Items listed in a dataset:
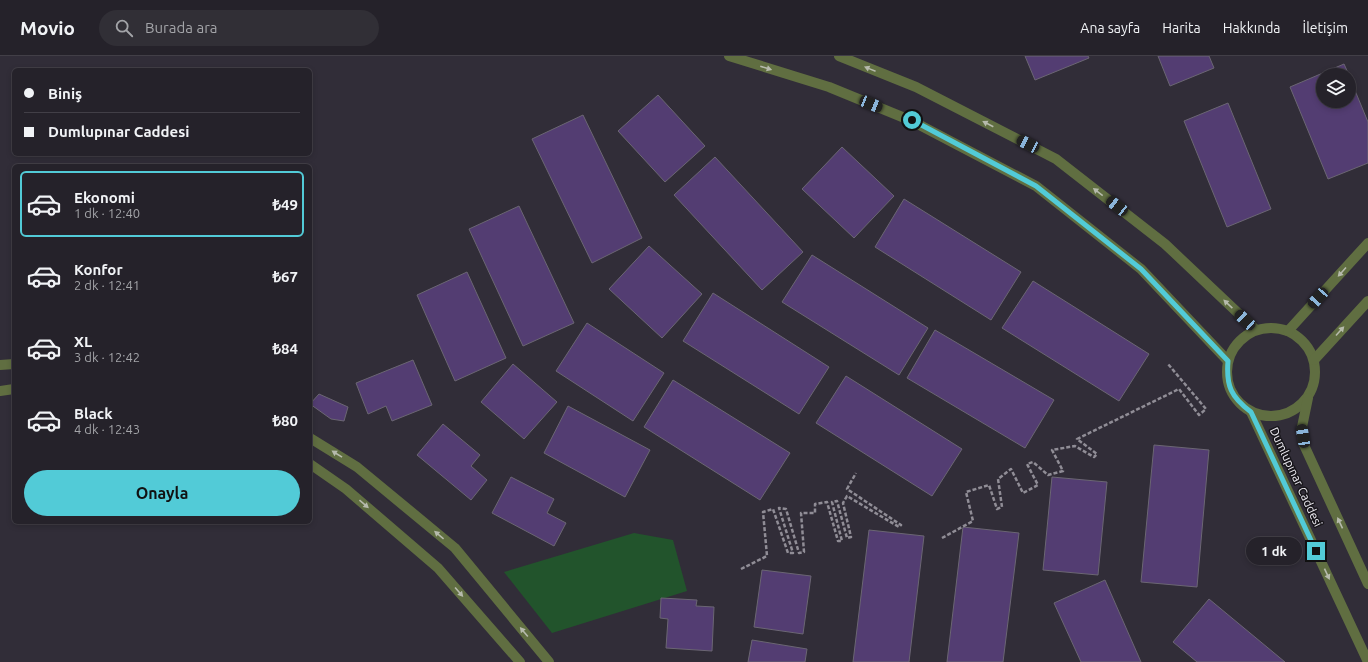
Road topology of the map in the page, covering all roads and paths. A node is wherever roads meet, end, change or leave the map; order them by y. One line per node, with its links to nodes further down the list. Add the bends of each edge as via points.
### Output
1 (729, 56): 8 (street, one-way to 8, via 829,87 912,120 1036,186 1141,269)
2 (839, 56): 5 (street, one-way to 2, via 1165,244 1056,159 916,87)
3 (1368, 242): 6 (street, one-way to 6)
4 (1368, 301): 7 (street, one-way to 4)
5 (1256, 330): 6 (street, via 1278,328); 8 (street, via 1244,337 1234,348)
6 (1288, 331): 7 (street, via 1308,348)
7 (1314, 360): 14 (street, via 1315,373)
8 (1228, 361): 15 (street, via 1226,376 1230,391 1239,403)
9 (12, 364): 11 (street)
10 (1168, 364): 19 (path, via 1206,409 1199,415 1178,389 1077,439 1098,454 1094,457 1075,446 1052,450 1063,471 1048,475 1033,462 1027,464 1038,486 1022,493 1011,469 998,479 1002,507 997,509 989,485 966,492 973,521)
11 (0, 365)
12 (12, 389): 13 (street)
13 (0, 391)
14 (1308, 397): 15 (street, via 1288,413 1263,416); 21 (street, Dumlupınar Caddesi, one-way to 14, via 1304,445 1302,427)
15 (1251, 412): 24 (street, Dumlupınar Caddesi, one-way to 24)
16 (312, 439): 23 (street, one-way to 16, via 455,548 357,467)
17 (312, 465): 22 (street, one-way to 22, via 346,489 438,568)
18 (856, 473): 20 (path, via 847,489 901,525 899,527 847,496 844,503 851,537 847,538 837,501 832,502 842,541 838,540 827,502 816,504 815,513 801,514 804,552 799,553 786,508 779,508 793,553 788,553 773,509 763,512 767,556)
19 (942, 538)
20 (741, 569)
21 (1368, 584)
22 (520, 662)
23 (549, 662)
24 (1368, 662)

# Directions:
The lines above should be transcribed exactly, with every image removed.

# Problem solution:
Road topology of the map in the page, covering all roads and paths. A node is wherever roads meet, end, change or leave the map; order them by y. One line per node, with its links to nodes further down the list. Add the bends of each edge as via points.
### Output
1 (729, 56): 8 (street, one-way to 8, via 829,87 912,120 1036,186 1141,269)
2 (839, 56): 5 (street, one-way to 2, via 1165,244 1056,159 916,87)
3 (1368, 242): 6 (street, one-way to 6)
4 (1368, 301): 7 (street, one-way to 4)
5 (1256, 330): 6 (street, via 1278,328); 8 (street, via 1244,337 1234,348)
6 (1288, 331): 7 (street, via 1308,348)
7 (1314, 360): 14 (street, via 1315,373)
8 (1228, 361): 15 (street, via 1226,376 1230,391 1239,403)
9 (12, 364): 11 (street)
10 (1168, 364): 19 (path, via 1206,409 1199,415 1178,389 1077,439 1098,454 1094,457 1075,446 1052,450 1063,471 1048,475 1033,462 1027,464 1038,486 1022,493 1011,469 998,479 1002,507 997,509 989,485 966,492 973,521)
11 (0, 365)
12 (12, 389): 13 (street)
13 (0, 391)
14 (1308, 397): 15 (street, via 1288,413 1263,416); 21 (street, Dumlupınar Caddesi, one-way to 14, via 1304,445 1302,427)
15 (1251, 412): 24 (street, Dumlupınar Caddesi, one-way to 24)
16 (312, 439): 23 (street, one-way to 16, via 455,548 357,467)
17 (312, 465): 22 (street, one-way to 22, via 346,489 438,568)
18 (856, 473): 20 (path, via 847,489 901,525 899,527 847,496 844,503 851,537 847,538 837,501 832,502 842,541 838,540 827,502 816,504 815,513 801,514 804,552 799,553 786,508 779,508 793,553 788,553 773,509 763,512 767,556)
19 (942, 538)
20 (741, 569)
21 (1368, 584)
22 (520, 662)
23 (549, 662)
24 (1368, 662)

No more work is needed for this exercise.